What this task involves:
Which lines of the records contain the word "شانزدهم"? Show each of them.

___

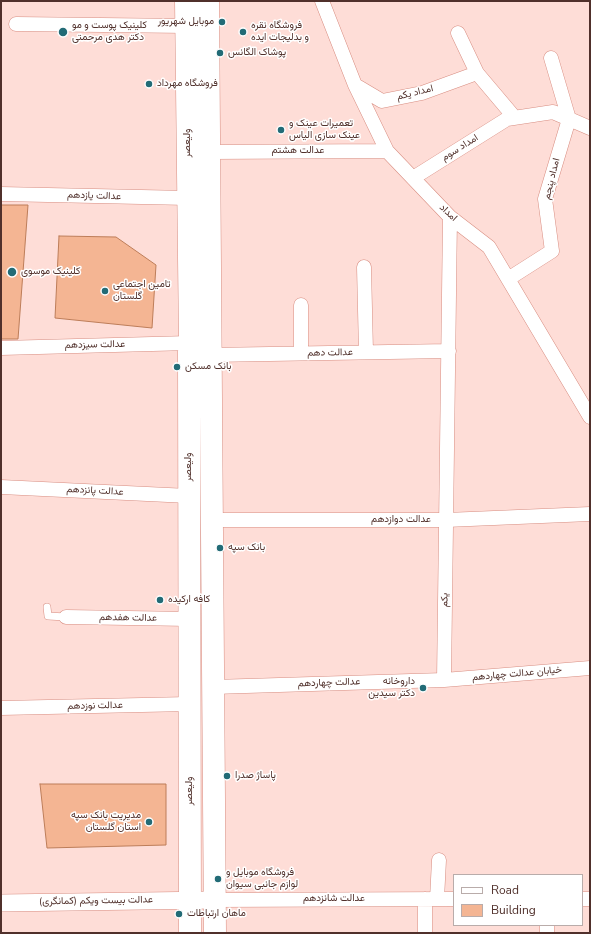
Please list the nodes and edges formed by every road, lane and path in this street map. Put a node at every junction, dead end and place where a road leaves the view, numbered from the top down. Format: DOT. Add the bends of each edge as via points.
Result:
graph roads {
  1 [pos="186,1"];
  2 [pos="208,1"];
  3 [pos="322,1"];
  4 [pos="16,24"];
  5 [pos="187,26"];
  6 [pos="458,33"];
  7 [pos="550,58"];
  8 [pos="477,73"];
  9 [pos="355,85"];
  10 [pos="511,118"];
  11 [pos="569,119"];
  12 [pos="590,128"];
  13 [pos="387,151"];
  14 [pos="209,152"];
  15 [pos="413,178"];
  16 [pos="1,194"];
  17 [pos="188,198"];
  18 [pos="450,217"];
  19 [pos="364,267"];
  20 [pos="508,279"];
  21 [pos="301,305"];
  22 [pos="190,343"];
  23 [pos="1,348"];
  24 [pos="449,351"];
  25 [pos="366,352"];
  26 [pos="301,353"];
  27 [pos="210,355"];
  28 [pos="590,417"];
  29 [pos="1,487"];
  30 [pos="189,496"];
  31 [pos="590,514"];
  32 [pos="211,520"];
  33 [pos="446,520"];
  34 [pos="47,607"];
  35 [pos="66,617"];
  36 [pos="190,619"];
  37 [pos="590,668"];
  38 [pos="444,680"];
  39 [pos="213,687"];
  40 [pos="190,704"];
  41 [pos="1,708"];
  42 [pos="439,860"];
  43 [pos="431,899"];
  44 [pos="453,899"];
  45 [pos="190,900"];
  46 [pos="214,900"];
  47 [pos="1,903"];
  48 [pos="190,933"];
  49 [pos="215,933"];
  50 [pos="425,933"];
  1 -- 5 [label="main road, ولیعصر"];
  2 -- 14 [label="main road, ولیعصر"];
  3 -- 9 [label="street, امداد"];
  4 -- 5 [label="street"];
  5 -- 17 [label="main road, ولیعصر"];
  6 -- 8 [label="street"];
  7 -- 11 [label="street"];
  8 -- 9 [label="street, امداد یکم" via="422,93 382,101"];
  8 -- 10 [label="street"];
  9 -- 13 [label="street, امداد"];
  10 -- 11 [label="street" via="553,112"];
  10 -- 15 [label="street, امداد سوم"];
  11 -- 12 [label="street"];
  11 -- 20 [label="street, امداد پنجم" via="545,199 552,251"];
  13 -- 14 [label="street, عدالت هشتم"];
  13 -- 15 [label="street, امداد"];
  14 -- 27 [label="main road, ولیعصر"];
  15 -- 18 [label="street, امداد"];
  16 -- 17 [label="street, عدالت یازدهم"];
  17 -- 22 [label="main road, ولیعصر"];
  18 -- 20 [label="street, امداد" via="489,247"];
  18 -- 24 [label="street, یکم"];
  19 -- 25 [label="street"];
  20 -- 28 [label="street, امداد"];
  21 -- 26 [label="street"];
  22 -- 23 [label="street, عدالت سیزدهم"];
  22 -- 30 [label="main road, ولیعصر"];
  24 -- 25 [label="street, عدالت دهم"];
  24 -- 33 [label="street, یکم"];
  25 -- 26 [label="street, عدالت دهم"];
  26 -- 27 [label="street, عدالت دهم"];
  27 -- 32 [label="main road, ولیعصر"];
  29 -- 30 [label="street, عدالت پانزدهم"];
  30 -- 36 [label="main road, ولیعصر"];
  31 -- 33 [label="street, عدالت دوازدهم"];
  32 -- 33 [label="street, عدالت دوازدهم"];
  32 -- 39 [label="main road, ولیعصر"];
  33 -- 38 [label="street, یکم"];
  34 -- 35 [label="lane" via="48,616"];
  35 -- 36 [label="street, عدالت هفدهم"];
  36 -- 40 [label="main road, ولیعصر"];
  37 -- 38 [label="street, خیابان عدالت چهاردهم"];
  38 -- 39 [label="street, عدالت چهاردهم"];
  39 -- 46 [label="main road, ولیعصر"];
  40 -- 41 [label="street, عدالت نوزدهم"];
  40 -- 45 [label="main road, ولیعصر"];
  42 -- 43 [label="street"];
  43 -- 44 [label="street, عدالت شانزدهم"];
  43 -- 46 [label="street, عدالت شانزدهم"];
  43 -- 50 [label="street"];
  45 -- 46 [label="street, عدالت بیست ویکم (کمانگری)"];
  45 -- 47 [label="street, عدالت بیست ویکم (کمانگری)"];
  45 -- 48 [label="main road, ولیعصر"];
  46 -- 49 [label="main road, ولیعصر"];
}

___

Result for this task:
  43 -- 44 [label="street, عدالت شانزدهم"];
  43 -- 46 [label="street, عدالت شانزدهم"];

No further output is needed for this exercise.